Step1: Simplify the right - hand side

First, we notice that the right - hand side has two identical terms \(0.35(x + 20)\). We can combine them. Using the distributive property \(a\times c+b\times c=(a + b)\times c\), here \(a = 0.35\), \(b=0.35\) and \(c=(x + 20)\).
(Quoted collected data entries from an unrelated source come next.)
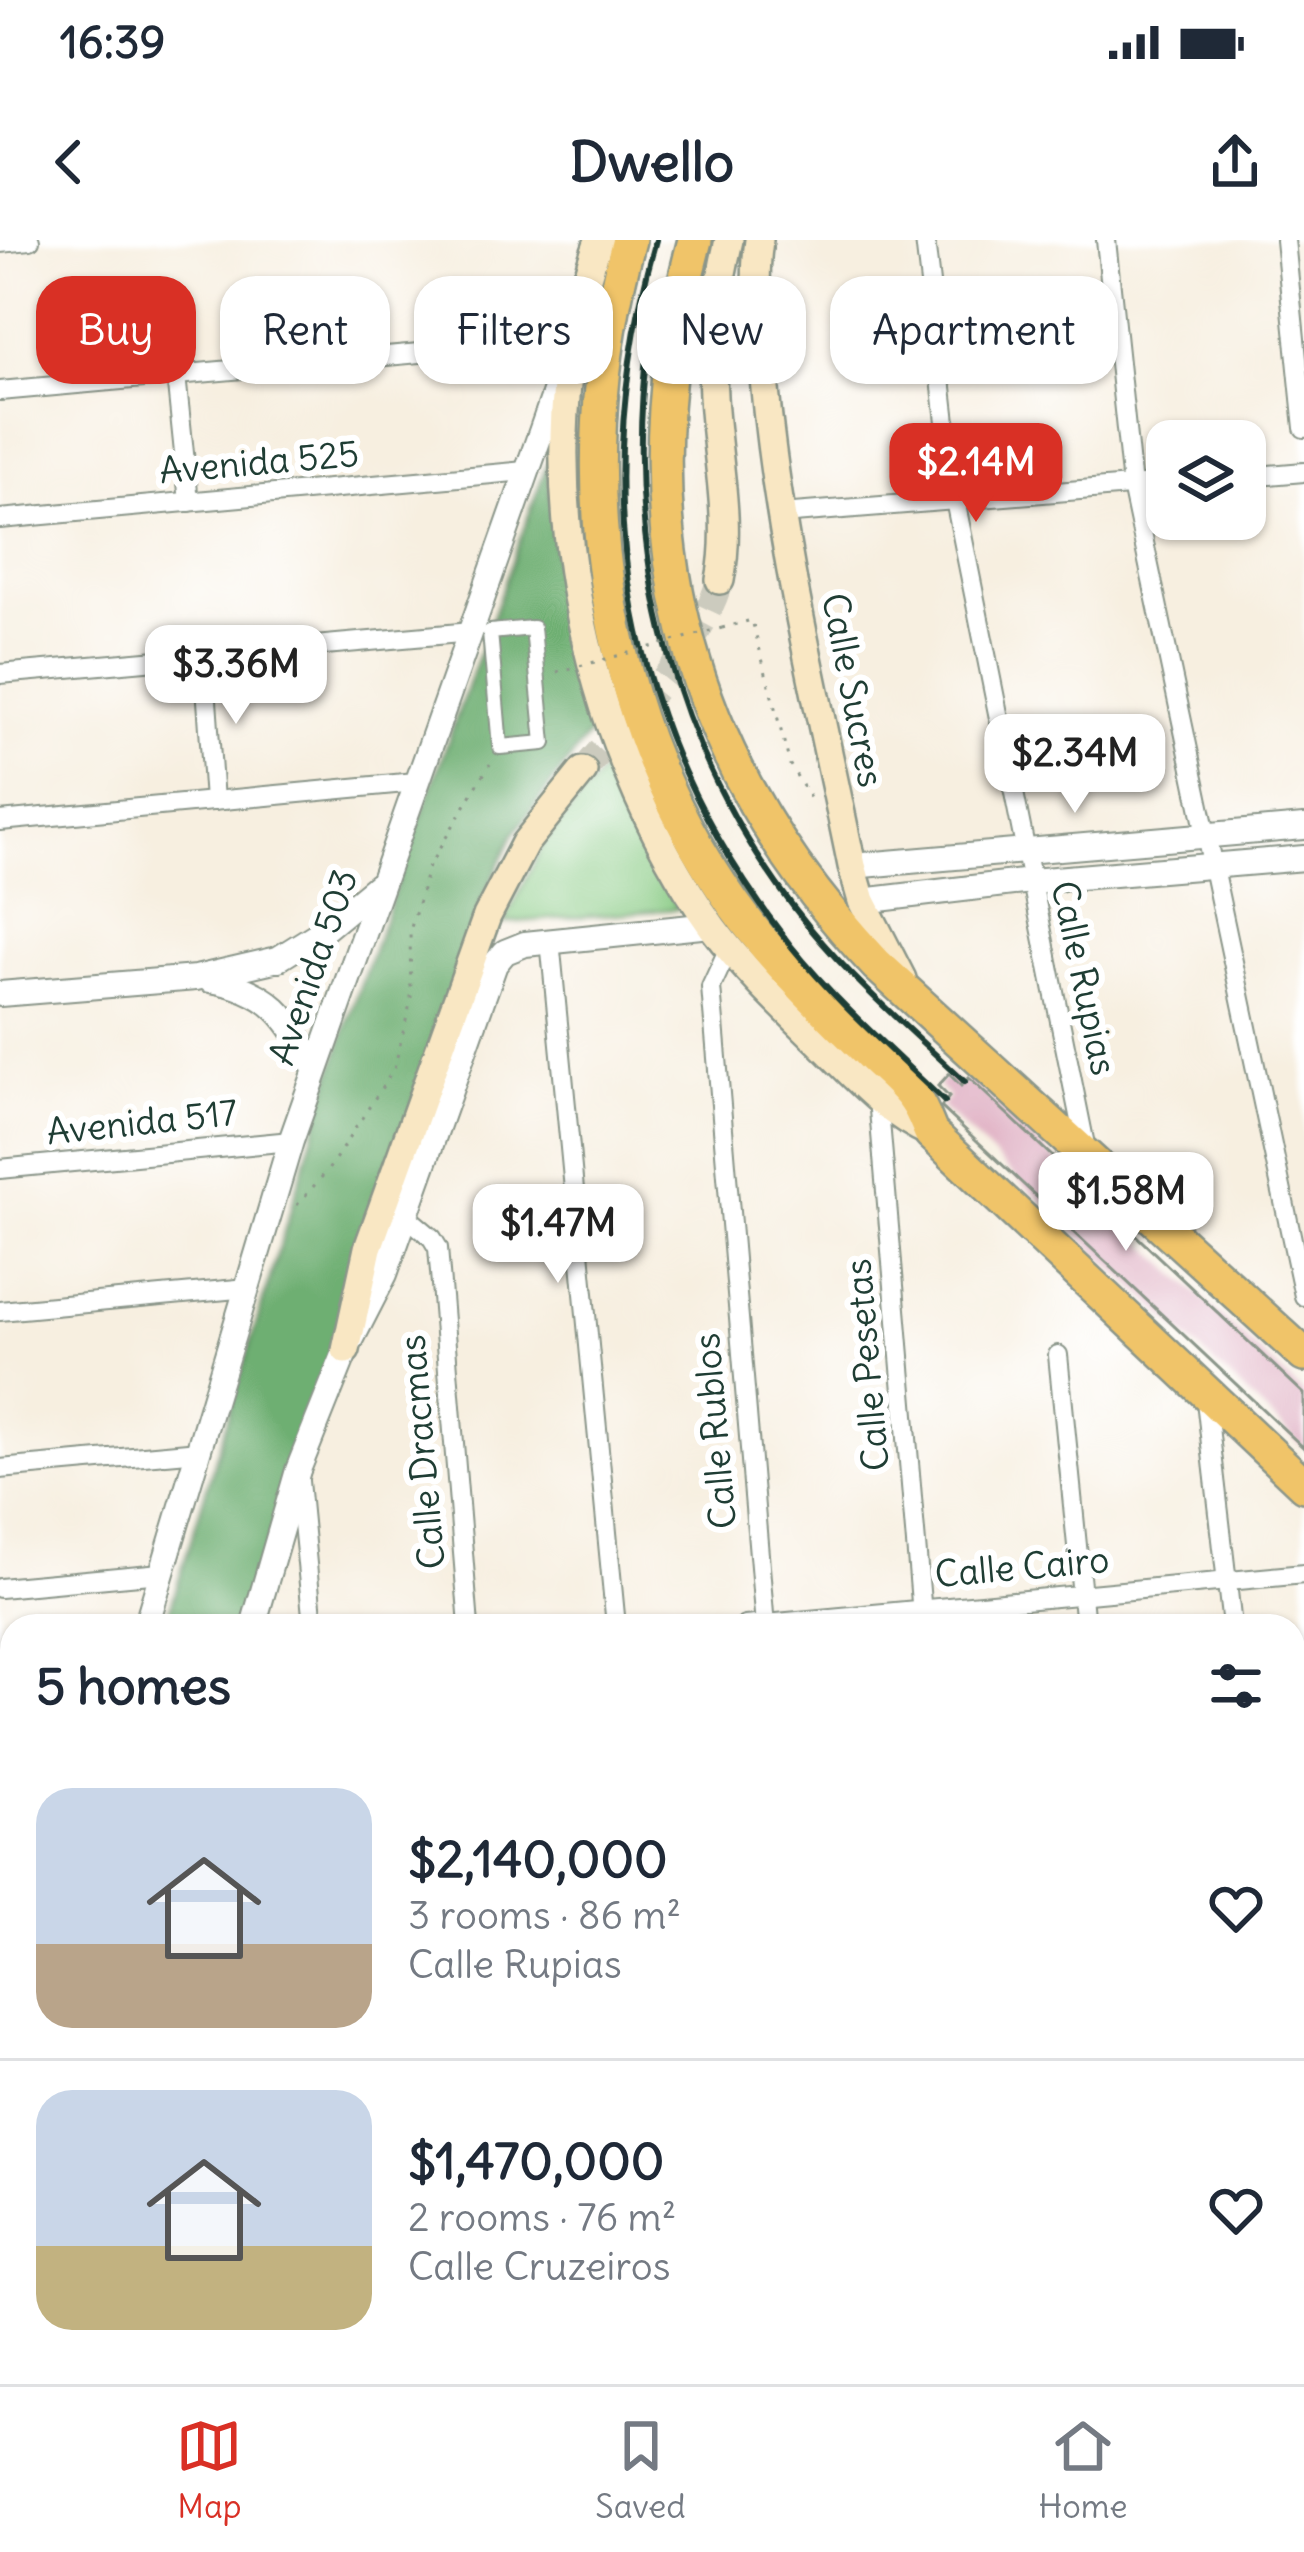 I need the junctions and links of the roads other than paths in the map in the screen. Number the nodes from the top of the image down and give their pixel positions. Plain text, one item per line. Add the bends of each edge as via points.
1 (30, 240) edge
2 (598, 240) edge
3 (629, 240) edge
4 (694, 240) edge
5 (729, 240) edge
6 (759, 240) edge
7 (926, 240) edge
8 (1106, 240) edge
9 (1285, 240) edge
10 (0, 243) edge
11 (589, 276) edge
12 (414, 353) edge
13 (196, 373) edge
14 (77, 384) edge
15 (177, 384) edge
16 (557, 384) edge
17 (570, 384) edge
18 (0, 391) edge
19 (1304, 428) edge
20 (525, 471) junction
21 (1304, 472) edge
22 (1266, 475) edge
23 (1146, 485) edge
24 (1132, 486) junction
25 (955, 500) junction
26 (189, 502) junction
27 (781, 514) junction
28 (0, 519) edge
29 (720, 580) tunnel mouth
30 (470, 632) junction
31 (203, 657) junction
32 (0, 674) edge
33 (500, 747) joint
34 (584, 771) tunnel mouth
35 (416, 782) junction
36 (214, 801) junction
37 (0, 821) edge
38 (1304, 827) edge
39 (1208, 836) junction
40 (1025, 850) junction
41 (1304, 858) edge
42 (851, 866) junction
43 (1215, 867) junction
44 (1030, 881) junction
45 (380, 884) junction
46 (862, 901) junction
47 (720, 936) junction
48 (550, 940) junction
49 (196, 978) junction
50 (0, 994) edge
51 (914, 998) junction
52 (315, 1069) junction
53 (878, 1098) junction
54 (931, 1133) junction
55 (291, 1141) junction
56 (1088, 1160) junction
57 (0, 1169) edge
58 (406, 1216) junction
59 (1296, 1228) edge
60 (248, 1288) junction
61 (1304, 1296) edge
62 (0, 1311) edge
63 (346, 1350) junction
64 (1304, 1354) edge
65 (1058, 1355) dead end
66 (1204, 1390) junction
67 (199, 1450) junction
68 (0, 1468) edge
69 (298, 1470) junction
70 (1304, 1485) edge
71 (161, 1574) junction
72 (1304, 1574) edge
73 (1228, 1582) junction
74 (0, 1588) edge
75 (1082, 1596) junction
76 (149, 1614) edge
77 (256, 1614) edge
78 (312, 1614) edge
79 (468, 1614) edge
80 (615, 1614) edge
81 (757, 1614) edge
82 (922, 1614) edge
83 (945, 1614) edge
84 (1084, 1614) edge
85 (1231, 1614) edge

1 - 10 street
2 - 11 main road
3 - 54 highway via 605,344 598,471 610,610 634,705 669,794 734,904 915,1099
4 - 51 highway via 671,339 663,435 679,617 721,734 771,835 838,924
5 - 29 main road via 712,364
6 - 27 main road, Calle Sucres via 756,292
7 - 25 street, Calle Rupias
8 - 24 street
9 - 19 street
12 - 13 street
14 - 18 street
15 - 26 street
16 - 20 street, Avenida 503
17 - 47 main road via 566,490 594,673 637,791
20 - 26 street, Avenida 525
20 - 30 street, Avenida 503
21 - 22 street
23 - 24 street
24 - 25 street
24 - 39 street
25 - 27 street
25 - 40 street, Calle Rupias
26 - 28 street, Avenida 525
27 - 42 main road, Calle Sucres
30 - 31 street
30 - 35 street, Avenida 503
31 - 32 street
31 - 36 street
33 - 33 street via 544,743 533,628 490,632
34 - 63 main road via 525,843 487,916 368,1248
35 - 36 street
35 - 45 street, Avenida 503
36 - 37 street
38 - 39 street
39 - 40 street
39 - 43 street
40 - 42 street
40 - 44 street, Calle Rupias
41 - 43 street
42 - 46 main road, Calle Sucres
43 - 44 street
43 - 59 street
44 - 46 street
44 - 56 street, Calle Rupias
45 - 49 street via 278,959
45 - 52 street, Avenida 503
46 - 51 main road, Calle Sucres
47 - 48 street
47 - 53 main road
47 - 81 street, Calle Rublos via 710,987
48 - 58 street via 506,952 495,964
48 - 80 street
49 - 50 street
49 - 52 street via 262,995
51 - 56 highway
52 - 55 street, Avenida 503
53 - 54 main road
53 - 82 street, Calle Pesetas
54 - 66 highway
55 - 57 street, Avenida 517
55 - 60 street, Avenida 503
56 - 64 highway
58 - 63 street
58 - 79 street, Calle Dracmas via 437,1244
59 - 61 street
60 - 62 street
60 - 67 street, Avenida 503
63 - 69 street
65 - 75 street
66 - 70 highway
66 - 73 street
67 - 68 street
67 - 71 street, Avenida 503
69 - 77 street
69 - 78 street
71 - 74 street
71 - 76 street, Avenida 503
72 - 73 street, Calle Cairo
73 - 75 street, Calle Cairo
73 - 85 street
75 - 83 street, Calle Cairo
75 - 84 street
So \(0.35(x + 20)+0.35(x + 20)=(0.35 + 0.35)(x + 20)=0.7(x + 20)\)

Step2: Expand both sides

Expand the left - hand side: \(0.75(x + 40)=0.75x+0.75\times40=0.75x + 30\)
Expand the right - hand side: \(0.7(x + 20)=0.7x+0.7\times20=0.7x + 14\)

Step3: Solve for x

Now our equation is \(0.75x+30 = 0.7x + 14\)
Subtract \(0.7x\) from both sides: \(0.75x-0.7x+30=0.7x - 0.7x+14\), which simplifies to \(0.05x+30 = 14\)
Subtract 30 from both sides: \(0.05x+30 - 30=14 - 30\), so \(0.05x=-16\)
Divide both sides by \(0.05\): \(x=\frac{-16}{0.05}=- 320\)
Since we can find a unique value of \(x\) that satisfies the equation, the equation has one solution.

Answer:

one